Durante o encontro da comitiva australiana com representantes do governo, na última terça-feira, 15, no Centro Integrado de Governo (CIG), Robert Trzebski, enviado pela Austmine, entidade público-privada que representa 250 empresas que prestam serviços para mineradoras na Austrália, concordou com a avaliação da secretária. Na ocasião, Robert afirmou que é preciso considerar que o Brasil não é apenas o eixo Sul e Sudeste para investimentos, e que é preciso olhar além. Para ele, os investidores consideram os estados que estão em crescimento, como é o caso do Pará, que desponta na região Norte.

Investimentos

Na prática, o apoio dado pelo governo vem dando resultados. No início do ano, a fabricante paulista de correias transportadoras, a “Correias Mercúrio”, anunciou ao governador Simão Jatene que a empresa investiria algo em torno de R$ 100 milhões na abertura de uma nova fábrica da companhia em Marabá, no sudeste paraense. Logo depois, a Sinobrás, instalada há oito anos região, também informou que vai duplicar a capacidade de produção, e que a primeira parte desse investimento prevê aporte da ordem de US$ 200 milhões. No total, as duas empresas, juntas, pretendem investir o equivalente a R$ 600 milhões no Estado.

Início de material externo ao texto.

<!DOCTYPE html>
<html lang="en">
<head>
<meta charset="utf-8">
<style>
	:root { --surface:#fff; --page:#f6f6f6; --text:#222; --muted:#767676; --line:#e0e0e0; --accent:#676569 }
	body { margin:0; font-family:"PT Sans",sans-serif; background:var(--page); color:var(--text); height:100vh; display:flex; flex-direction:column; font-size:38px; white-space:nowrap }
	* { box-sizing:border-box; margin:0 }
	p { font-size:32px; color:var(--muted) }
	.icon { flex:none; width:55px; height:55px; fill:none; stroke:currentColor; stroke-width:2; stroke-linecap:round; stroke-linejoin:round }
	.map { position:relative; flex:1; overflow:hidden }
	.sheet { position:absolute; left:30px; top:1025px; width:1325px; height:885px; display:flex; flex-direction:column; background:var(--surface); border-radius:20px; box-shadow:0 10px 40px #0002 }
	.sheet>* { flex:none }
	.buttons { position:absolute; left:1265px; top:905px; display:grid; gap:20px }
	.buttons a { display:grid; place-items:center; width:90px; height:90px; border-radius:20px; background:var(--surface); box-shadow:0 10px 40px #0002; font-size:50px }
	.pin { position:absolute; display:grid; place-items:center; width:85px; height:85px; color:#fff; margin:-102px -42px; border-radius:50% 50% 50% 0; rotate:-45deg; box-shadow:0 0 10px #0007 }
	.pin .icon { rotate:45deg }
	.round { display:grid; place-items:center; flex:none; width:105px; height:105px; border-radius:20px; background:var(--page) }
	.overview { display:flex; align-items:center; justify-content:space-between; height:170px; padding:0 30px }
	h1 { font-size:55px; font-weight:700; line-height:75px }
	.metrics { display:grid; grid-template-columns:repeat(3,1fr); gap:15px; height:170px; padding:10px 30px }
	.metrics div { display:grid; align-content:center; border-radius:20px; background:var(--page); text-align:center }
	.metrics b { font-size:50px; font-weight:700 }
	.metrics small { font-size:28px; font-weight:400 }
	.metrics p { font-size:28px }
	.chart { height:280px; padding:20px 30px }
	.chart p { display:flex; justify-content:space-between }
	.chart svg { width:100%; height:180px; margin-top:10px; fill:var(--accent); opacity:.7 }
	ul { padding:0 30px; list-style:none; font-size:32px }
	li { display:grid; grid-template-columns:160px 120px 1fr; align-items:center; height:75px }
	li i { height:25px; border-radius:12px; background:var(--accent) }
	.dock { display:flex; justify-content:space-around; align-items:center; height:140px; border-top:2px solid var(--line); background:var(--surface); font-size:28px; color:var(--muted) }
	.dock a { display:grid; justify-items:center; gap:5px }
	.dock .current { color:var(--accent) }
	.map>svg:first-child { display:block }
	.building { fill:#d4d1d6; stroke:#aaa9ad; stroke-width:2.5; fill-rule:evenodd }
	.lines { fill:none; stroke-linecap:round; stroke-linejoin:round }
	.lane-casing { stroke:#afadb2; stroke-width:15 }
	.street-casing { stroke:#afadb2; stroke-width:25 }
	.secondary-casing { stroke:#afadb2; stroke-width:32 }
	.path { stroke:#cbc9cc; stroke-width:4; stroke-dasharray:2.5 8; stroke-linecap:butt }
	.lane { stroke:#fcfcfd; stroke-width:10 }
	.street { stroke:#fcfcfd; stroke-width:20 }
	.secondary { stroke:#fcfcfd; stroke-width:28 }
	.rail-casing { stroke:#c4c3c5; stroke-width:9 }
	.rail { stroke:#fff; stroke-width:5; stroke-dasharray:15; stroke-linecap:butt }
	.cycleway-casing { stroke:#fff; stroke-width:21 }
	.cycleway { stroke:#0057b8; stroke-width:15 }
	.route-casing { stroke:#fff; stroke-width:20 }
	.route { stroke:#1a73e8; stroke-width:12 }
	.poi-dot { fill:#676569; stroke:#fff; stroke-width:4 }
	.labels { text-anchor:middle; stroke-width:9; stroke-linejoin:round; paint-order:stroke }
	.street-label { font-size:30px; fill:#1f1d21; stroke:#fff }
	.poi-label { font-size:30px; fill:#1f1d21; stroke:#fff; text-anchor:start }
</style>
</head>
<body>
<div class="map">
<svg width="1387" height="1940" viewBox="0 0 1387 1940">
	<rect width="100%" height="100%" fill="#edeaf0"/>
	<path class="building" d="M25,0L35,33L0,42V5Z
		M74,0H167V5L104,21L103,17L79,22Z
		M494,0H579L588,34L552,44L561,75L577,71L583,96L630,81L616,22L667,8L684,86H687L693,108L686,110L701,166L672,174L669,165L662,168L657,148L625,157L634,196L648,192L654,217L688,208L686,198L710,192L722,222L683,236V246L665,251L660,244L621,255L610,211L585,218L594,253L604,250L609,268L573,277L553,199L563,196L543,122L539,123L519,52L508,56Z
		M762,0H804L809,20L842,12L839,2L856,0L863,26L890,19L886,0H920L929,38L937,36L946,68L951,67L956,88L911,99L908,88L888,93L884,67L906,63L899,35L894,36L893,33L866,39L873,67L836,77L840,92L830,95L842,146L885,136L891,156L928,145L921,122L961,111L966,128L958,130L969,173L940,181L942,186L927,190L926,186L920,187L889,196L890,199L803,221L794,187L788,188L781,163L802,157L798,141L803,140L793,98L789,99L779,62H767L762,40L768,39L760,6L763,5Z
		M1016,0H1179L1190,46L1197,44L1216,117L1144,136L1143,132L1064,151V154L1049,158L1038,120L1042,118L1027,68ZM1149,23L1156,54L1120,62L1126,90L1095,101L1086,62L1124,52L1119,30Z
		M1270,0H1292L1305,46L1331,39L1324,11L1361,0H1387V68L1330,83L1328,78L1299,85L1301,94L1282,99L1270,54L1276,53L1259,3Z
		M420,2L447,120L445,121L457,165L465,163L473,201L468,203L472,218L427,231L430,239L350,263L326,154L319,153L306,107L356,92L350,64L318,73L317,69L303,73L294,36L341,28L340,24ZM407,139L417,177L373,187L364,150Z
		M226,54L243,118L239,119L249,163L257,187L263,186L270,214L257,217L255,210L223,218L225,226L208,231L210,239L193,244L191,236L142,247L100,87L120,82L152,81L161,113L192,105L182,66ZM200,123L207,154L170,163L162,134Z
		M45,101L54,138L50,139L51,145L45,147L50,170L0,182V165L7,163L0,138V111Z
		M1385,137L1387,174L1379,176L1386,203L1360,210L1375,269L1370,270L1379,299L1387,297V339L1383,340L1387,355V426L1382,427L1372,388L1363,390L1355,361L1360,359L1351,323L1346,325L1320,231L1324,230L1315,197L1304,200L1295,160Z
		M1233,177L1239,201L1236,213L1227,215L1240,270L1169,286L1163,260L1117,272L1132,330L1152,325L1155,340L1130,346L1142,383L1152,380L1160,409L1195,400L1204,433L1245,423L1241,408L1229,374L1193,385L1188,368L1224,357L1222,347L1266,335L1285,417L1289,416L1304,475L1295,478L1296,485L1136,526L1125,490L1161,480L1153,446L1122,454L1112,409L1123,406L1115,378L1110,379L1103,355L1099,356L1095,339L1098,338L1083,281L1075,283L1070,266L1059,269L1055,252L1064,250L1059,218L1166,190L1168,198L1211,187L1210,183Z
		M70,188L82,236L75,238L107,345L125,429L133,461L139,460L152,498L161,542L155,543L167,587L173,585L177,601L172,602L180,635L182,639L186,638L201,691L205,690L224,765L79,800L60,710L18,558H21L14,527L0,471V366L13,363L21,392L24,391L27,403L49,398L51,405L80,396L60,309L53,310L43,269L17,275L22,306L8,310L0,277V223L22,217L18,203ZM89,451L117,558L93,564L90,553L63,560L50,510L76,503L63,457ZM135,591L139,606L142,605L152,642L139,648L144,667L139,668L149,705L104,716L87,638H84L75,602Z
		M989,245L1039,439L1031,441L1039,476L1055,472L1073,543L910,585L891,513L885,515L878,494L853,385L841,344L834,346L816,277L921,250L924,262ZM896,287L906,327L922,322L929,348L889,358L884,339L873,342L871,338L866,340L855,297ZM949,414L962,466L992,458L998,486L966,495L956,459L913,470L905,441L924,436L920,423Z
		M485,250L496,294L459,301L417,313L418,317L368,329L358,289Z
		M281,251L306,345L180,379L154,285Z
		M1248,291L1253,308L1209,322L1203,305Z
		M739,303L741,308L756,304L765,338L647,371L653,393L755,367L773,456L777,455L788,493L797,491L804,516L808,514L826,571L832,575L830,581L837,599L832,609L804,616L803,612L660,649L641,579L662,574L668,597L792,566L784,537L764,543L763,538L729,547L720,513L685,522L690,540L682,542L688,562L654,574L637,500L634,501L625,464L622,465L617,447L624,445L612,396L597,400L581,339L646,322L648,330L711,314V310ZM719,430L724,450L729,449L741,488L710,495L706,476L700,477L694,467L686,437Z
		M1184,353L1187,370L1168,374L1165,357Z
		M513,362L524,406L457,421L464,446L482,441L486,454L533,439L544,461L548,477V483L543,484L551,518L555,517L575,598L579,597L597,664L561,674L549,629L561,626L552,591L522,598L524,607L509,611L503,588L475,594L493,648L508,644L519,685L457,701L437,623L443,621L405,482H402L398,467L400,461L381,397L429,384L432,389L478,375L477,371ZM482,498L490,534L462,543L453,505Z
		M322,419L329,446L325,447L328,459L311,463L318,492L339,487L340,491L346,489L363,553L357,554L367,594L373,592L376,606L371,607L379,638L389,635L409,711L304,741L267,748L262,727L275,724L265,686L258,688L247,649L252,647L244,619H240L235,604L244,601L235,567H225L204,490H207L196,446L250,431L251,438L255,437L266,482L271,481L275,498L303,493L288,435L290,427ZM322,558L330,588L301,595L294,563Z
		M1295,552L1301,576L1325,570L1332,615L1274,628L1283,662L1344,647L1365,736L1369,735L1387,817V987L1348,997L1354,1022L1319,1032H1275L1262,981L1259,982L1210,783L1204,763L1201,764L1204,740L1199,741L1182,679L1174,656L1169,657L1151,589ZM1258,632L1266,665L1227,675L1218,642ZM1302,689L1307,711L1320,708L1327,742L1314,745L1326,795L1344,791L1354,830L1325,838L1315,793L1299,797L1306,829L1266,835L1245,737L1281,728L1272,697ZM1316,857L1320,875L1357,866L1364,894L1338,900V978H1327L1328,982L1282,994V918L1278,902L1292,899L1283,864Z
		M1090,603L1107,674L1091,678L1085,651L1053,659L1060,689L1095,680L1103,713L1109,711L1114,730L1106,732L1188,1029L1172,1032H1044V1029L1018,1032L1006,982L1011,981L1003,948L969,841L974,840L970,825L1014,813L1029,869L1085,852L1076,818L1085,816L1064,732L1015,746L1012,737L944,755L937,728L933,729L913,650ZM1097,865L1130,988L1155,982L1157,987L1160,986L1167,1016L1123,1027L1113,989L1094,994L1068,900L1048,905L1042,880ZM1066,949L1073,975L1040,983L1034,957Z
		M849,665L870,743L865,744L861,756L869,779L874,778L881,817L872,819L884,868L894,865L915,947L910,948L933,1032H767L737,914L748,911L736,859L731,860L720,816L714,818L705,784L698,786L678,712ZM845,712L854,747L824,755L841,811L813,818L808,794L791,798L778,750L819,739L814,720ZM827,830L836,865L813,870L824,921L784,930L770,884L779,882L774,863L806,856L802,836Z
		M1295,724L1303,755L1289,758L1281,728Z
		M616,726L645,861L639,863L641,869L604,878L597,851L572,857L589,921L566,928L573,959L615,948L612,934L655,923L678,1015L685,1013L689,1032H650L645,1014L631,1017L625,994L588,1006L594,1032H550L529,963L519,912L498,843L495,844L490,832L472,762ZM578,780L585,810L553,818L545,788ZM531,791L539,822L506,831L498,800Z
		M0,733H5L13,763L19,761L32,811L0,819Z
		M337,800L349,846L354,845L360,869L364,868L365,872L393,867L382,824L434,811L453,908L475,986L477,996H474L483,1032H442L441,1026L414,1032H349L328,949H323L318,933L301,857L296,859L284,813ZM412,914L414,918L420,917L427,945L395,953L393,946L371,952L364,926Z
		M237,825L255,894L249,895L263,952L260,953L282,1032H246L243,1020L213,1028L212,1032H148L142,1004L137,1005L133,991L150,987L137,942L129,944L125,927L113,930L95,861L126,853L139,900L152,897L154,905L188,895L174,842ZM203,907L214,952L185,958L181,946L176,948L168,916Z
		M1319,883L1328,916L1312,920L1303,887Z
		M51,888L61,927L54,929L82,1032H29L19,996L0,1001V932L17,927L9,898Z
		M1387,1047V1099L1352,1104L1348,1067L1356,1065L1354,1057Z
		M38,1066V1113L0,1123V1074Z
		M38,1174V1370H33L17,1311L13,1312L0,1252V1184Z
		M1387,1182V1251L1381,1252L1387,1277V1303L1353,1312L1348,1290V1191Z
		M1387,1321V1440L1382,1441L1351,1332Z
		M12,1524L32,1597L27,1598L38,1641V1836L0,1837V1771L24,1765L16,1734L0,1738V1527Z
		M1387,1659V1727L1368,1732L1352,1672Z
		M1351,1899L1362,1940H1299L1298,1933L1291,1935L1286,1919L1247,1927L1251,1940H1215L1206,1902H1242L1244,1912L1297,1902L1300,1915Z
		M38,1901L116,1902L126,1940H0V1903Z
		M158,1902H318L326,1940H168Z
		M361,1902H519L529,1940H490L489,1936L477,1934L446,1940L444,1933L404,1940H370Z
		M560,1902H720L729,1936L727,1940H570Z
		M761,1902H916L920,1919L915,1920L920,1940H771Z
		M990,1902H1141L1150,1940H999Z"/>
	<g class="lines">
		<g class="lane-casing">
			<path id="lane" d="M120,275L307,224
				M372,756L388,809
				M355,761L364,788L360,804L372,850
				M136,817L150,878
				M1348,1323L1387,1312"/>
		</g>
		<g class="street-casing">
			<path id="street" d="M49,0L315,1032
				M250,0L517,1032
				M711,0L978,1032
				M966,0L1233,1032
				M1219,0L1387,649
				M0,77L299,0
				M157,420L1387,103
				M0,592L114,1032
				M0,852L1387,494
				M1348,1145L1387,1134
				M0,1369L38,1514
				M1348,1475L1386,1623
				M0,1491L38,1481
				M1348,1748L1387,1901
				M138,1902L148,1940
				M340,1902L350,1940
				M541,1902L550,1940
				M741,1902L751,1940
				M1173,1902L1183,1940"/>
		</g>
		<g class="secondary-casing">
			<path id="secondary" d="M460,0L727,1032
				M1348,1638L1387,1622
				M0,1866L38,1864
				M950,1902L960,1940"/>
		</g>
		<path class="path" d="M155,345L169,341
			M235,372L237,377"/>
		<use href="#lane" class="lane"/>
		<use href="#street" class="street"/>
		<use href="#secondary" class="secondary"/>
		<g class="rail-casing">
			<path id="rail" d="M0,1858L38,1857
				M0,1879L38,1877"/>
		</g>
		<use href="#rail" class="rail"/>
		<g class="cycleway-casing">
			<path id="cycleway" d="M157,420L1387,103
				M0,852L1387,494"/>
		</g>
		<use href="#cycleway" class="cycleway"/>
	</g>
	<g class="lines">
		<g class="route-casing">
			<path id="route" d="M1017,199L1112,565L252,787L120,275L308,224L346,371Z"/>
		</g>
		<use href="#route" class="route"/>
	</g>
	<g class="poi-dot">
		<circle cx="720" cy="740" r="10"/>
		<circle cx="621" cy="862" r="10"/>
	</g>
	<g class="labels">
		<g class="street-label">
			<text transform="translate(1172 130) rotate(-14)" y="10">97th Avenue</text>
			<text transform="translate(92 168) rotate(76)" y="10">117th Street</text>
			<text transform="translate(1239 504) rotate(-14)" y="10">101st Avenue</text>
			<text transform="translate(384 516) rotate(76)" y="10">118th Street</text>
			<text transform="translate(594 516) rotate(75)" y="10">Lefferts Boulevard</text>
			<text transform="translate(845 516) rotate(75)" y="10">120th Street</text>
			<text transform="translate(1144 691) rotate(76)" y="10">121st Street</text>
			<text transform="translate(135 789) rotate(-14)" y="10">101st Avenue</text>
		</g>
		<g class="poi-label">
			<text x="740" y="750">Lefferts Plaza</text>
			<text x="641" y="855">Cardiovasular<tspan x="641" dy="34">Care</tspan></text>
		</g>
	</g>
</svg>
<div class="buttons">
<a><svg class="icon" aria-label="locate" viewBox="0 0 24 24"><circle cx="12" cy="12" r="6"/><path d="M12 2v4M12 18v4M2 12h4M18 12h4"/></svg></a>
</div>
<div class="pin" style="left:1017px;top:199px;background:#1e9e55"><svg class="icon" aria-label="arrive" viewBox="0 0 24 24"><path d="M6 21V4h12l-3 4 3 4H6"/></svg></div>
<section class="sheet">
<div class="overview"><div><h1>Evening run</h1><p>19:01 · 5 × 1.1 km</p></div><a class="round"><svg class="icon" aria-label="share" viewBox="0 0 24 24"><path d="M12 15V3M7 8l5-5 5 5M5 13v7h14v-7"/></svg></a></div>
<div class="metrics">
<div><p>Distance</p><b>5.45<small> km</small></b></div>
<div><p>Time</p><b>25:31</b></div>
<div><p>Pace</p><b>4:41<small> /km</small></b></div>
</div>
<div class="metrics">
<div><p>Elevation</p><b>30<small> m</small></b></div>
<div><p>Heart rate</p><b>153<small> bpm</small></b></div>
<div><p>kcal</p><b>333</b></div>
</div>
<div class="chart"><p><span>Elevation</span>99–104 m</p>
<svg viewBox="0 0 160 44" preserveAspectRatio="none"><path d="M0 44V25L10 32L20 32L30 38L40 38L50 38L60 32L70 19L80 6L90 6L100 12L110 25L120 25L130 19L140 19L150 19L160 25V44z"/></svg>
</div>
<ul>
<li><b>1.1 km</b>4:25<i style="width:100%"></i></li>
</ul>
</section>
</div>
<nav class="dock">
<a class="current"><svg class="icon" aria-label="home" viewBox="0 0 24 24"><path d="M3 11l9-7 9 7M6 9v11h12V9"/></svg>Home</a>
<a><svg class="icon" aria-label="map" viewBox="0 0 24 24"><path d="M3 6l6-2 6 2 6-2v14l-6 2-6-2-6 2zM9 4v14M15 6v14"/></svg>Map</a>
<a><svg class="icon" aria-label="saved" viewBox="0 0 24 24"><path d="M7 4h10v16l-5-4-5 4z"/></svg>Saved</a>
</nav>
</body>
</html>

Entre 2015 e 2020, a expectativa é que R$ 160 bilhões sejam investidos no Pará. O volume de recursos é apontado em um estudo da Redes/ Fiepa. Segundo a pesquisa, Carajás continua sendo a região com maior volume de investimentos, respondendo por mais da metade do volume previsto (54%). O Tapajós, com grande potencial energético (o complexo previsto compreende cerca de cinco hidrelétricas) deverá resultar em investimentos na ordem de R$ 30 bilhões. No Xingu, somente Belo Monte representa R$ 30 bilhões. Já na Grande Belém e no nordeste paraense, os investimentos previstos correspondem a cerca de 5% dos R$ 160 bi.

Diante desse cenário, o desafio do governo é agregar valor à produção local. Para David Leal, além verticalizar a produção, outros dois pilares são fundamentais: o aquecimento do mercado local e a internalizarão da riqueza, e atração de fornecedores estratégicos para diversificar a pauta de exportação. “O Pará é um grande exportador de matéria-prima, mas ao longo do tempo, por vários fatores (entre eles a desoneração imposta pela Lei Kandir), não conseguiu agregar valor a isso. Mais de 30% da nossa população vivem abaixo da linha pobreza. E nós só vamos, efetivamente, melhorar esse índice agregando valor”, frisa.